For silver, it''s even more startling. On December 2, as silver closed at $9.57, exactly 2 U.S. banks held a net short positioning of 24,555 contracts. The CFTC reports that as of the same date all traders classed as commercial held a net short positioning of 24,894 contracts. So, the 2 U.S. banks, with one particular Fed member bank probably holding almost all of it, held a sickening 98.64% of all the collective commercial net short positioning on the COMEX, division of NYMEX in New York.
Exactly two U.S. banks have practically all the COMEX commercial net short positioning on silver. For a little context, 24,555 net short contracts means that the two banks held net short positions on December 2 for 122,775,000 ounces of silver with silver at $9.57. The COMEX said on December 4, that there were 80,239,857 ounces total in the “Registered” category, so these 2 malefactor banks held net short positioning equal to about 153% of the amount of deliverable silver in ALL the COMEX members'' accounts.
And people wonder why both silver and gold moved into backwardation over the past two or three weeks?
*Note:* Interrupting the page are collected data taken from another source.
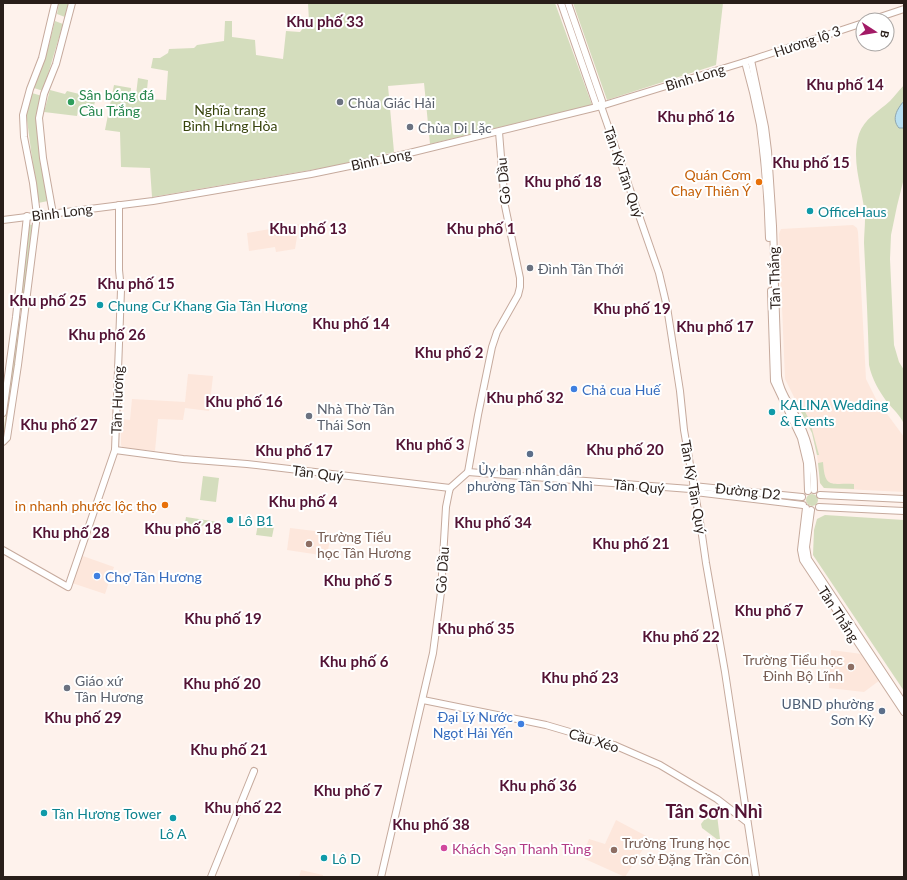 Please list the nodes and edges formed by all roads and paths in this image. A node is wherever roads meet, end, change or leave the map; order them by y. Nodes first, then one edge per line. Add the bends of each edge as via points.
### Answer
1 (55, 3) edge
2 (72, 3) edge
3 (560, 3) edge
4 (568, 3) edge
5 (855, 26) edge
6 (748, 61) junction
7 (601, 106) junction
8 (499, 132) junction
9 (120, 205) junction
10 (53, 214) junction
11 (37, 215) junction
12 (27, 216) junction
13 (3, 220) edge
14 (3, 414) edge
15 (3, 442) edge
16 (115, 450) junction
17 (468, 472) junction
18 (692, 476) junction
19 (702, 486) junction
20 (450, 488) junction
21 (693, 489) junction
22 (811, 491) junction
23 (710, 494) junction
24 (820, 495) junction
25 (802, 497) junction
26 (904, 500) edge
27 (698, 505) junction
28 (819, 507) junction
29 (807, 508) junction
30 (904, 511) edge
31 (3, 550) edge
32 (423, 700) junction
33 (904, 704) edge
34 (904, 712) edge
35 (254, 772) dead end
36 (747, 822) junction
37 (211, 877) edge
38 (381, 877) edge
39 (756, 877) edge

1 - 11 street via 42,58 23,116
2 - 10 street via 39,118
3 - 7 street, Tân Kỳ Tân Quý via 596,104
4 - 7 street, Tân Kỳ Tân Quý via 602,101
5 - 6 street, Hương lộ 3
6 - 7 street, Bình Long
6 - 22 street, Tân Thắng via 765,127 778,376 807,442 812,462
7 - 8 street, Bình Long
7 - 18 street, Tân Kỳ Tân Quý via 666,300
8 - 9 street, Bình Long via 311,174
8 - 17 street, Gò Dầu via 505,206 520,287 492,347
9 - 10 street, Bình Long
9 - 16 street, Tân Hương via 120,310
10 - 11 street, Bình Long
11 - 12 street, Bình Long
11 - 15 street via 18,365 7,438
12 - 13 street, Bình Long
12 - 14 street
16 - 20 street, Tân Quý
16 - 31 street, Tân Hương via 68,587
17 - 20 street
17 - 21 street, Tân Quý
18 - 19 street
18 - 21 street, Tân Kỳ Tân Quý
19 - 21 street, Đường D2
19 - 25 street, Đường D2
20 - 32 street, Gò Dầu via 441,592 433,653
21 - 23 street, Đường D2
21 - 27 street, Tân Kỳ Tân Quý
22 - 24 street
22 - 25 street
23 - 27 street via 701,499
23 - 29 street, Đường D2
24 - 26 street
24 - 28 street
25 - 29 street
27 - 36 street, Tân Kỳ Tân Quý
28 - 29 street
28 - 30 street
29 - 33 street, Tân Thắng via 808,559
29 - 34 street, Tân Thắng via 801,550 803,560
32 - 36 street, Cầu Xéo via 546,725 614,745 660,765 717,799
32 - 38 street, Gò Dầu
35 - 37 street
36 - 39 street, Tân Kỳ Tân Quý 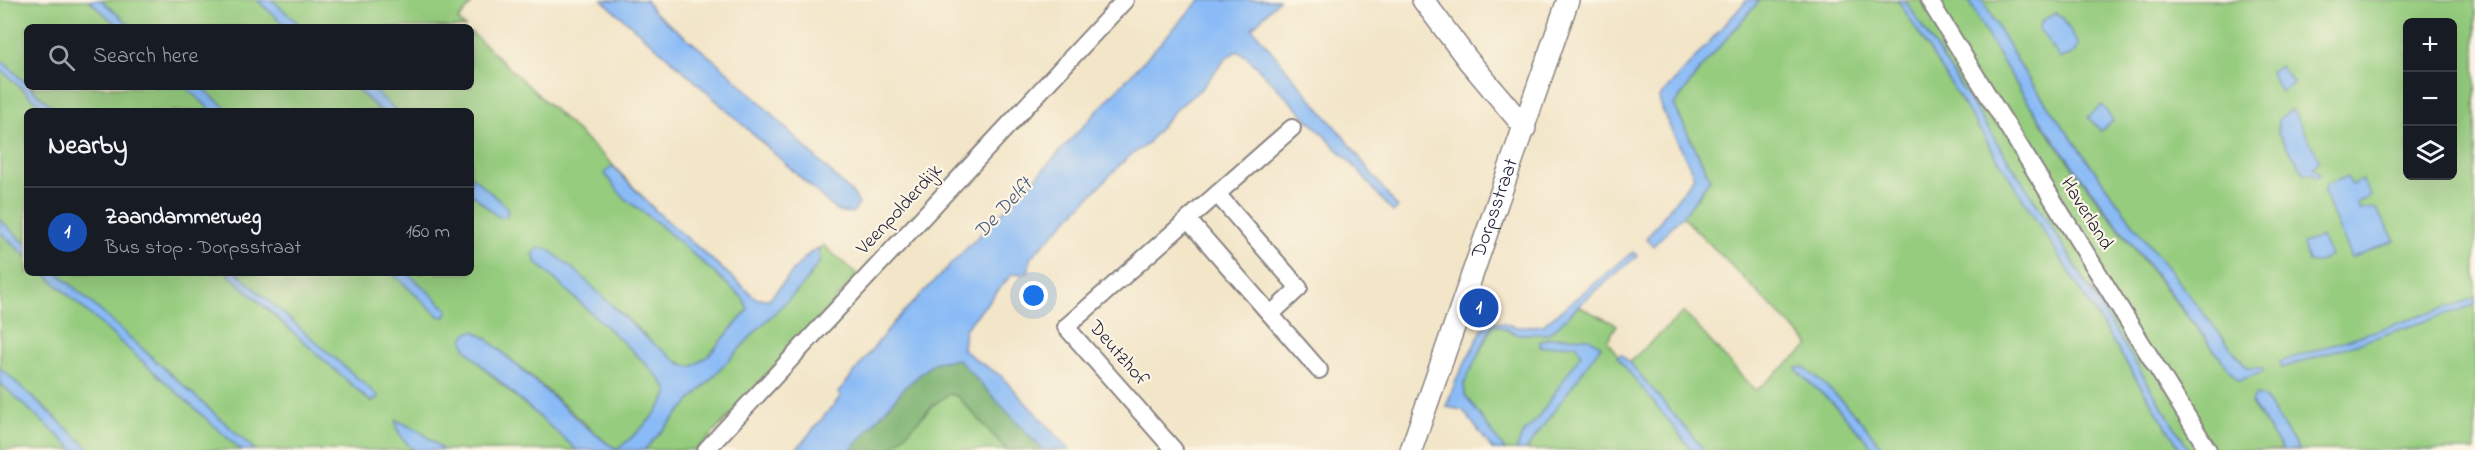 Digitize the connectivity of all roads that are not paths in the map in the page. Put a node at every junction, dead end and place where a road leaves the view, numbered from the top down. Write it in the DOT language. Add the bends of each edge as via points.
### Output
graph roads {
  1 [pos="1125,0"];
  2 [pos="1422,0"];
  3 [pos="1568,0"];
  4 [pos="1929,0"];
  5 [pos="1292,128"];
  6 [pos="1526,128"];
  7 [pos="1217,194"];
  8 [pos="1188,220"];
  9 [pos="1271,314"];
  10 [pos="1319,370"];
  11 [pos="706,450"];
  12 [pos="1174,450"];
  13 [pos="1411,450"];
  14 [pos="2208,450"];
  1 -- 11 [label="street, Veenpolderdijk"];
  2 -- 6 [label="street"];
  3 -- 6 [label="street, Dorpsstraat"];
  4 -- 14 [label="street, Haverland"];
  5 -- 7 [label="street, Deutzhof"];
  6 -- 13 [label="street, Dorpsstraat"];
  7 -- 8 [label="street, Deutzhof"];
  7 -- 9 [label="street" via="1299,288"];
  8 -- 9 [label="street"];
  8 -- 12 [label="street, Deutzhof" via="1066,327"];
  9 -- 10 [label="street"];
} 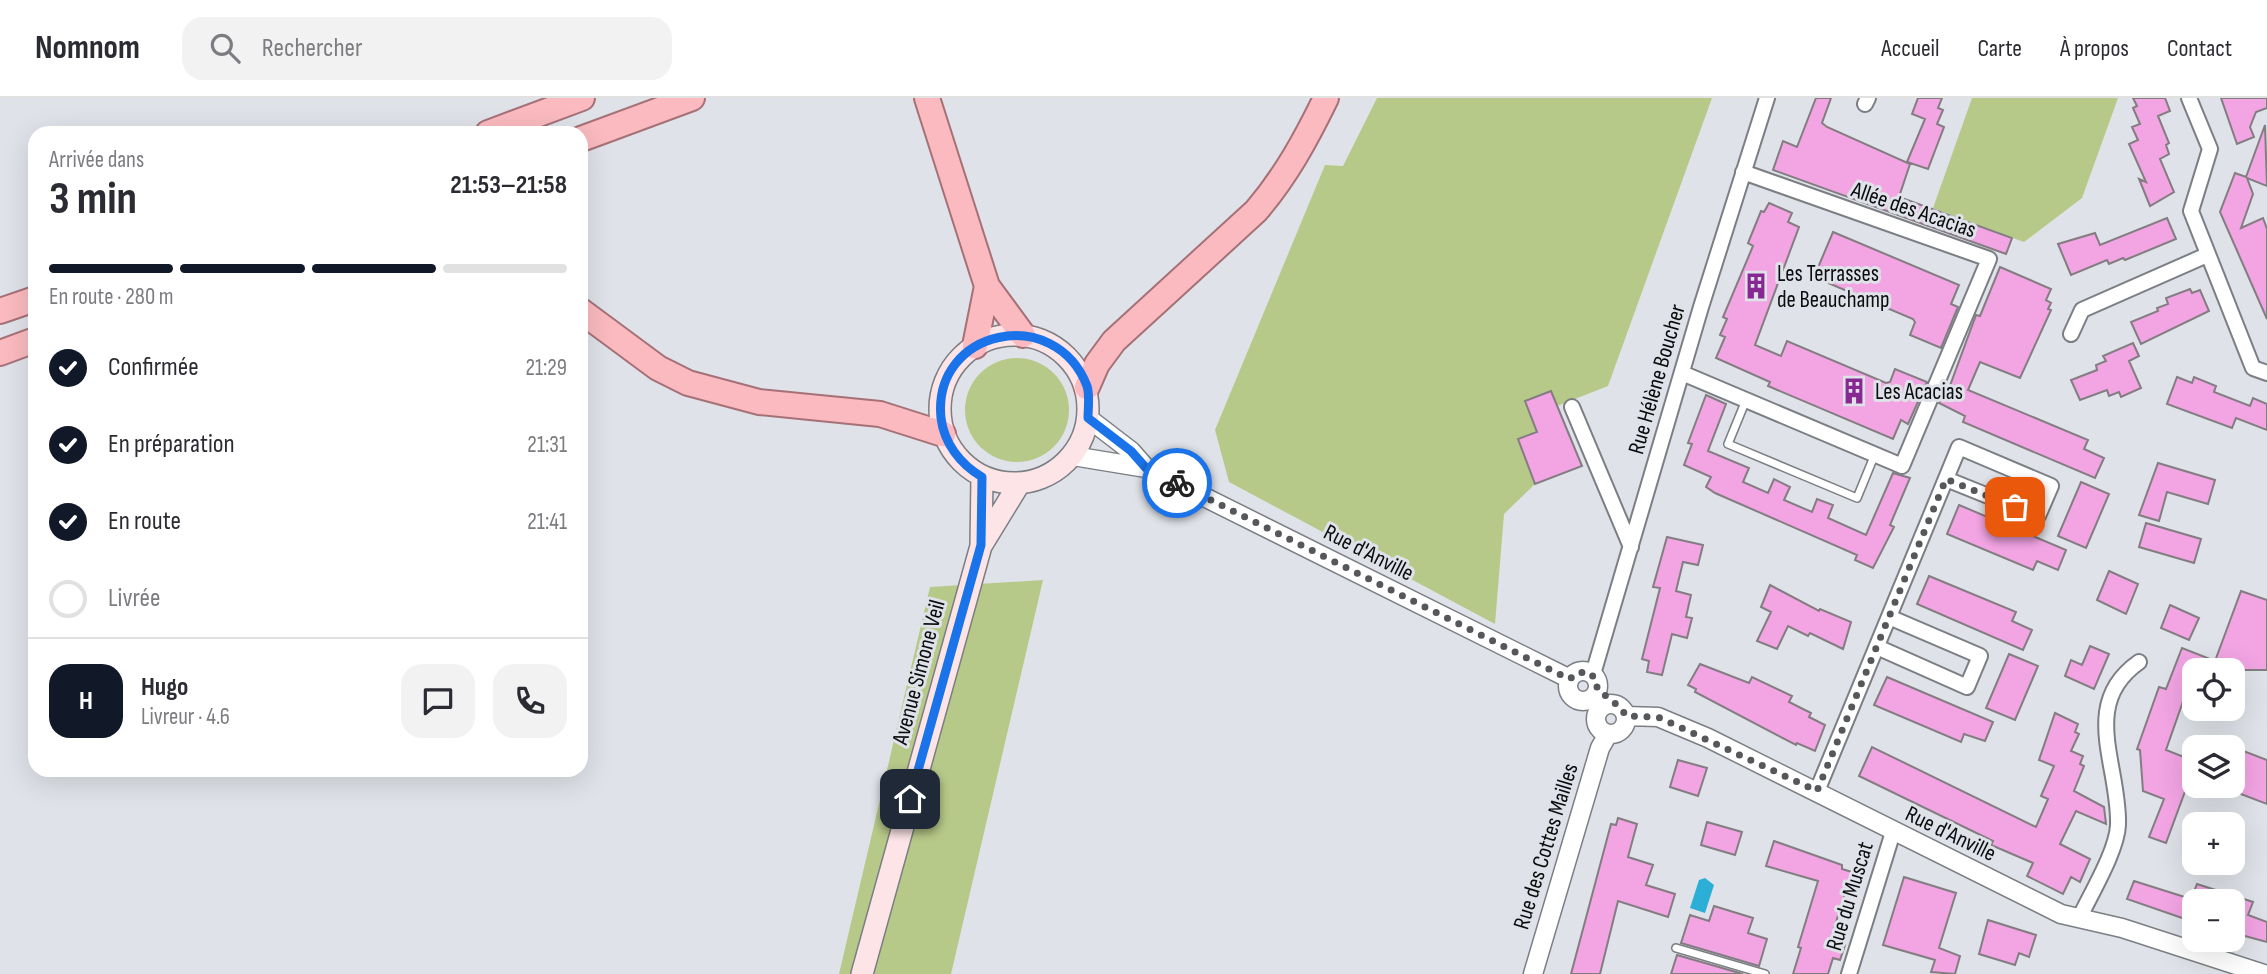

People are apparently worried that they won''t be able to take delivery of gold or silver metal from the COMEX in the future. They''ll pay a premium now to get it now.
How is it possible that the CFTC and the SEC continues to look the other way as a couple big Fed member banks continue to overwhelm the market with the weight of their own trading?
"He who sells what isn't his'n
Must buy it back or go to pris'n."
- Daniel Drew
"I am a rich man as long as I don't pay my creditors."